Observation data Epoch J2000 Equinox ICRS
- Constellation: Antlia
- Right ascension: 09^{h} 56^{m} 54.09215^{s}
- Declination: −27° 28′ 30.5575″
- Apparent magnitude (V): 6.32 (+0.01)

Characteristics
- Spectral type: A4 V
- B−V color index: 0.173±0.008
- Variable type: δ Sct

Astrometry
- Radial velocity (R_{v}): +18.2±0.8 km/s
- Proper motion (μ): RA: −72.627 mas/yr Dec.: +23.234 mas/yr
- Parallax (π): 6.8977±0.0578 mas
- Distance: 473 ± 4 ly (145 ± 1 pc)
- Absolute magnitude (M_{V}): 0.33

Details
- Mass: 2.41±0.05 M_{☉}
- Luminosity: 66.8+11.7 −10.0 L_{☉}
- Temperature: 7,745+53 −71 K
- Rotational velocity (v sin i): 218.9±1.7 km/s
- Other designations: BF Ant, CD−26°7551, HD 86301, HIP 48776, HR 3933, SAO 178216

Database references
- SIMBAD: data

= BF Antliae =

Star in the constellation Antlia

BF Antliae, or HD 86301, is a variable star in the southern constellation of Antlia. It has a baseline apparent visual magnitude of 6.32, which indicates it lies near the lower limit of naked eye visibility for faint stars. The distance to BF Ant, as determined from its annual parallax shift of 6.9 mas, is 473 light years. It is moving further away with a heliocentric radial velocity of +18 km/s.
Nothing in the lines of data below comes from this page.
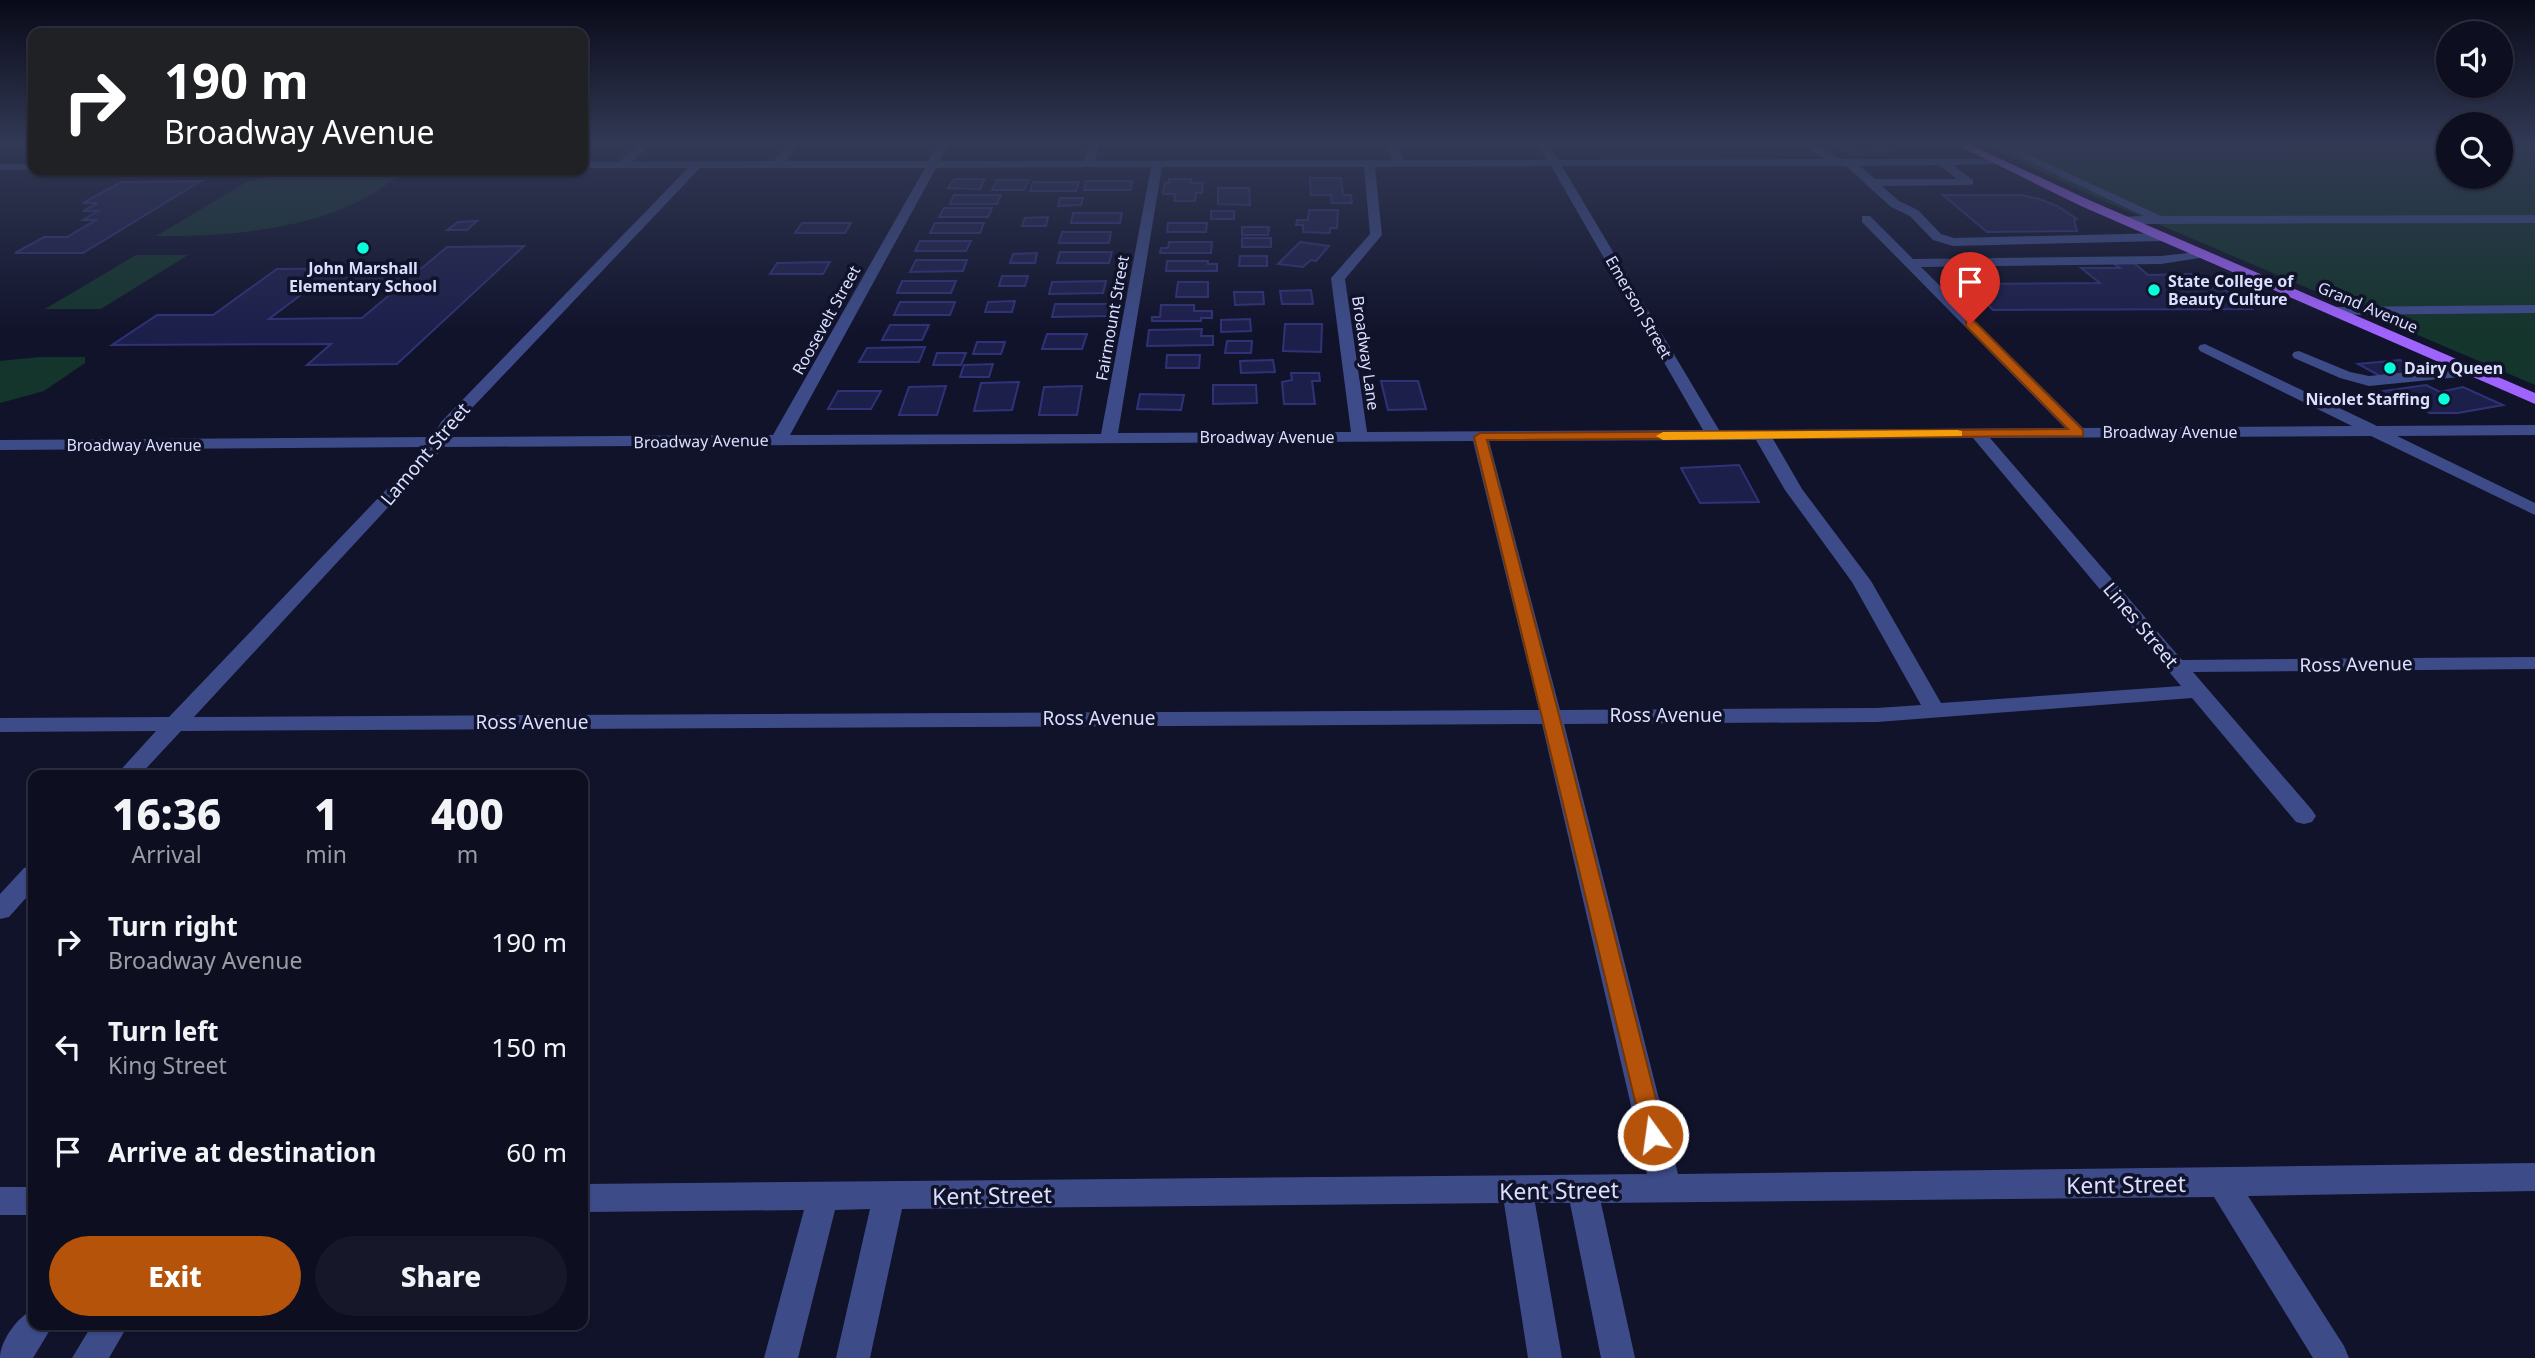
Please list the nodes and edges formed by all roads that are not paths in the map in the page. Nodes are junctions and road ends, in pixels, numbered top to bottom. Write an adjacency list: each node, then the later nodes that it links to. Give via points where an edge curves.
1 (656, 206): 32 (street, Lamont Street, via 447,425)
2 (909, 206): 31 (street, Roosevelt Street)
3 (1150, 206): 30 (street, Fairmount Street)
4 (1374, 206): 28 (street, Broadway Lane, via 1377,235 1338,278)
5 (1580, 206): 26 (street, Emerson Street)
6 (1900, 206): 13 (street, via 1914,213 1937,237 1953,242)
7 (2094, 206): 12 (main road, Grand Avenue)
8 (2133, 206): 10 (street)
9 (1866, 219): 15 (street)
10 (2160, 219): 11 (street); 12 (street)
11 (2535, 219)
12 (2124, 220): 13 (main road, Grand Avenue)
13 (2163, 237): 14 (main road, Grand Avenue)
14 (2201, 254): 15 (street, via 2161,260); 17 (main road, Grand Avenue)
15 (1910, 263): 24 (street)
16 (2535, 309): 17 (street)
17 (2331, 311): 20 (main road, Grand Avenue)
18 (2205, 348): 23 (street)
19 (2299, 355): 20 (street, via 2369,381)
20 (2470, 371): 21 (main road, Grand Avenue)
21 (2532, 396)
22 (2535, 430): 23 (street, Broadway Avenue)
23 (2375, 431): 24 (street, Broadway Avenue); 34 (street)
24 (2079, 433): 25 (street, Broadway Avenue)
25 (1978, 434): 27 (street, Broadway Avenue); 36 (street, Lines Street)
26 (1714, 435): 27 (street, Broadway Avenue); 29 (street, Broadway Avenue)
27 (1762, 435): 38 (street, via 1794,490 1861,581)
28 (1360, 437): 29 (street, Broadway Avenue); 30 (street, Broadway Avenue)
29 (1480, 437): 39 (street)
30 (1109, 438): 31 (street, Broadway Avenue)
31 (779, 440): 32 (street, Broadway Avenue)
32 (439, 443): 33 (street, Broadway Avenue); 40 (street, Lamont Street)
33 (0, 446)
34 (2535, 510)
35 (2535, 663): 36 (street, Ross Avenue)
36 (2176, 666): 37 (street, Lines Street)
37 (2197, 691): 38 (street, Ross Avenue); 43 (street, Lines Street)
38 (1935, 712): 39 (street, Ross Avenue)
39 (1551, 715): 40 (street, Ross Avenue); 48 (street)
40 (175, 724): 41 (street, Ross Avenue); 42 (street, Lamont Street)
41 (0, 725)
42 (132, 770)
43 (2304, 816)
44 (28, 879): 45 (street)
45 (0, 910)
46 (2535, 1178): 47 (street, Kent Street)
47 (2222, 1183): 48 (street, Kent Street); 64 (street)
48 (1666, 1188): 49 (street, Kent Street)
49 (1583, 1189): 50 (street, Kent Street); 63 (street)
50 (1517, 1190): 51 (street, Kent Street); 62 (street)
51 (889, 1196): 52 (street, Kent Street); 61 (street)
52 (823, 1197): 53 (street, Kent Street); 60 (street)
53 (588, 1198)
54 (28, 1201): 55 (street)
55 (0, 1202)
56 (33, 1330): 58 (street)
57 (108, 1330): 59 (street)
58 (13, 1358)
59 (89, 1358)
60 (781, 1358)
61 (853, 1358)
62 (1545, 1358)
63 (1618, 1358)
64 (2332, 1358)

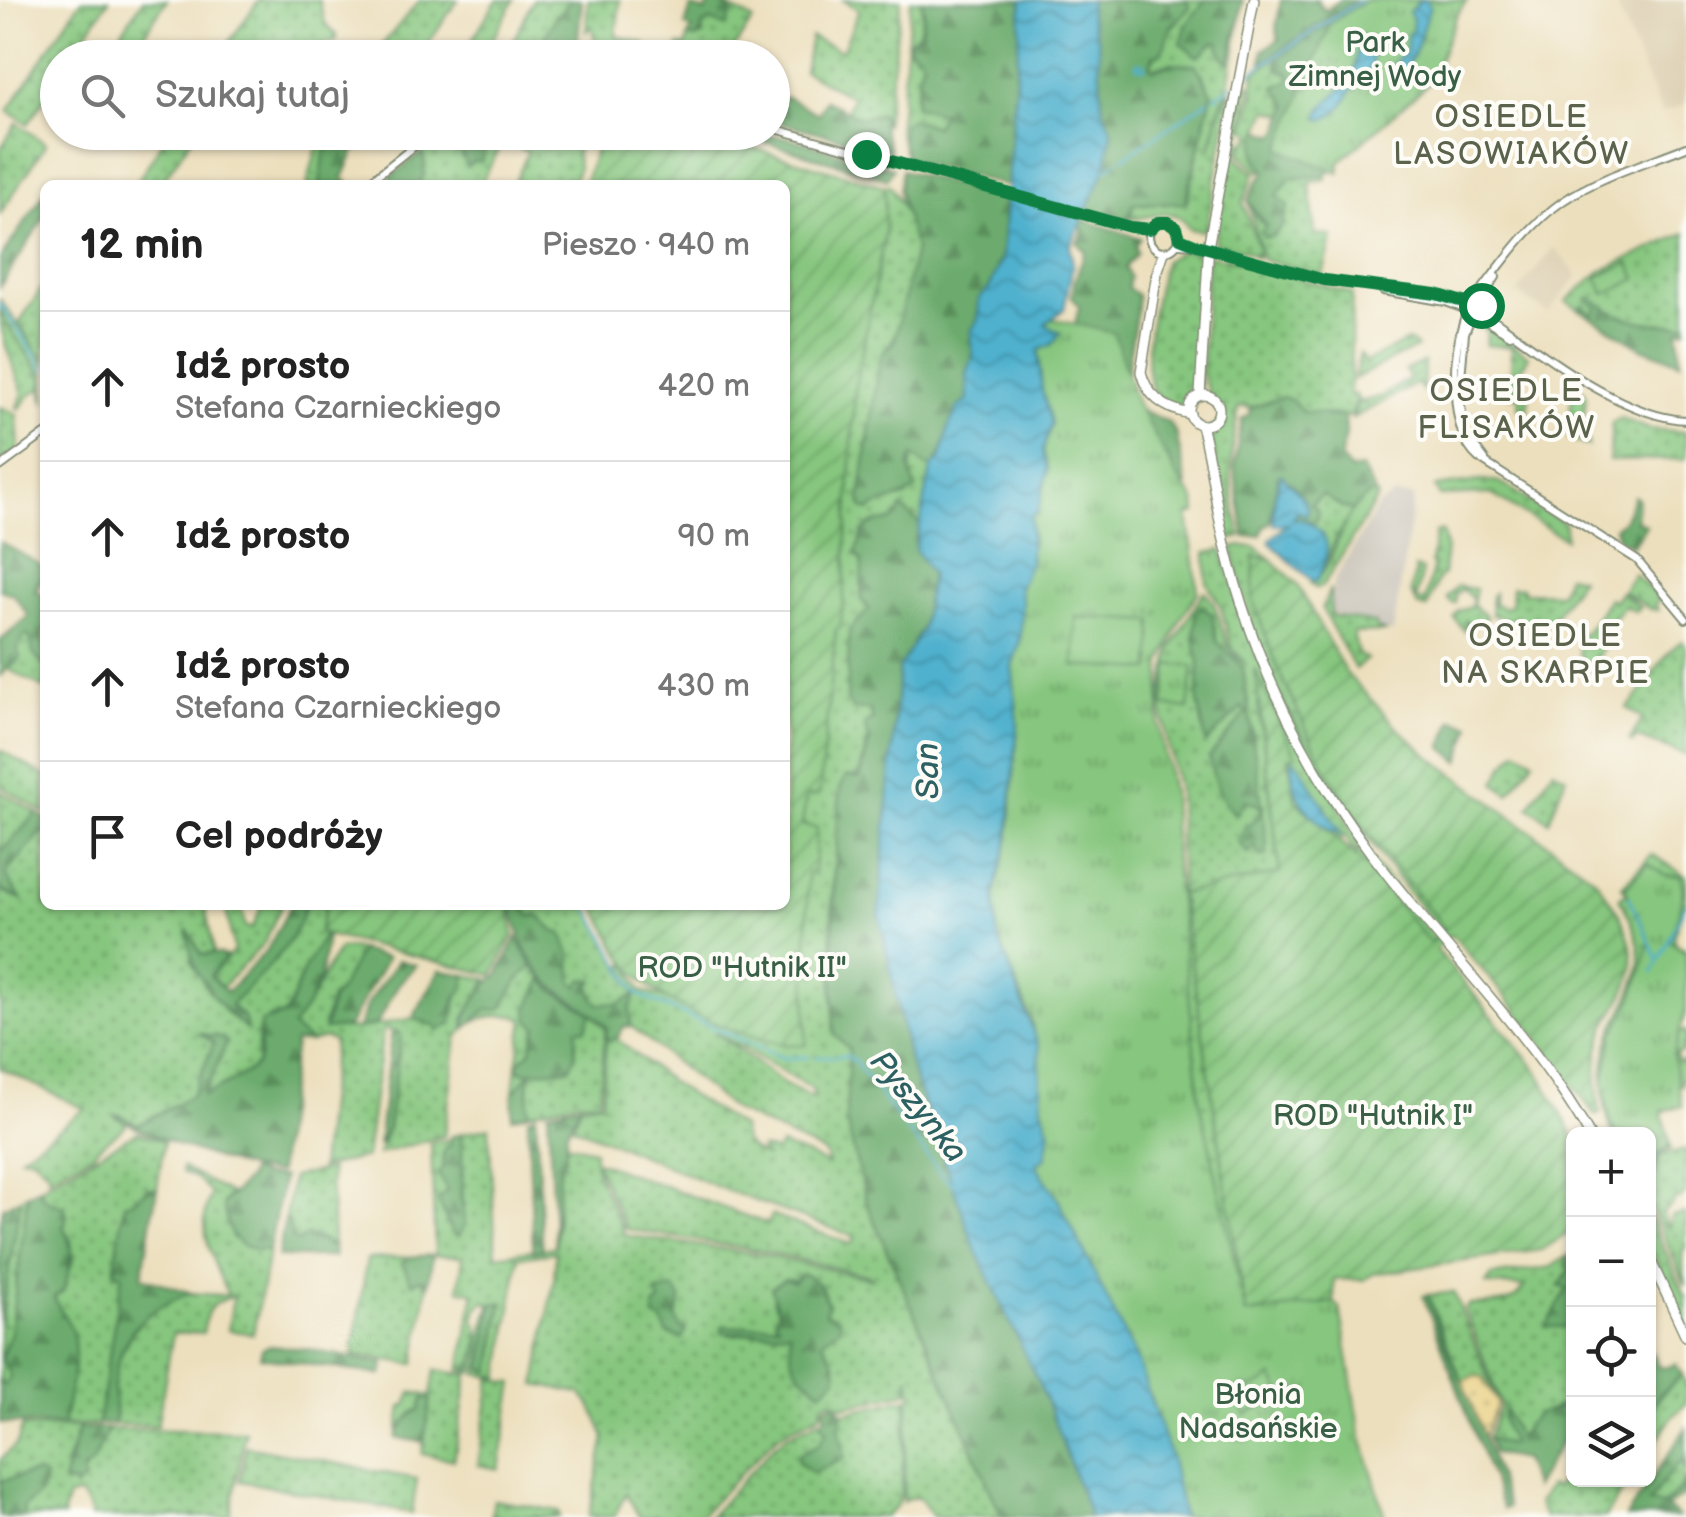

In 2002, Gerald Handler and Robert R. Shobbrook discovered that the brightness of the star varies. It was given its variable star designation, BF Antliae, in 2006.
It is an A-type main-sequence star with a stellar classification of A4 V that is at the end of its main sequence lifespan. It is a Delta Scuti variable that varies by 0.01 of a magnitude. These are short-period (six hours at most) pulsating stars that have been used as standard candles and as subjects to study astroseismology. Handler and Shobbrook noted that the star lies near the "hot luminous border of the δ Scuti instability strip", and it appears "multiperiodic with a time scale of 3.8–6 hours".

BF Antliae is spinning rapidly with a projected rotational velocity of 219 km/s. It has 2.41 times the mass of the Sun and is radiating 67 times the Sun's luminosity from its photosphere at an effective temperature of 7,745 K.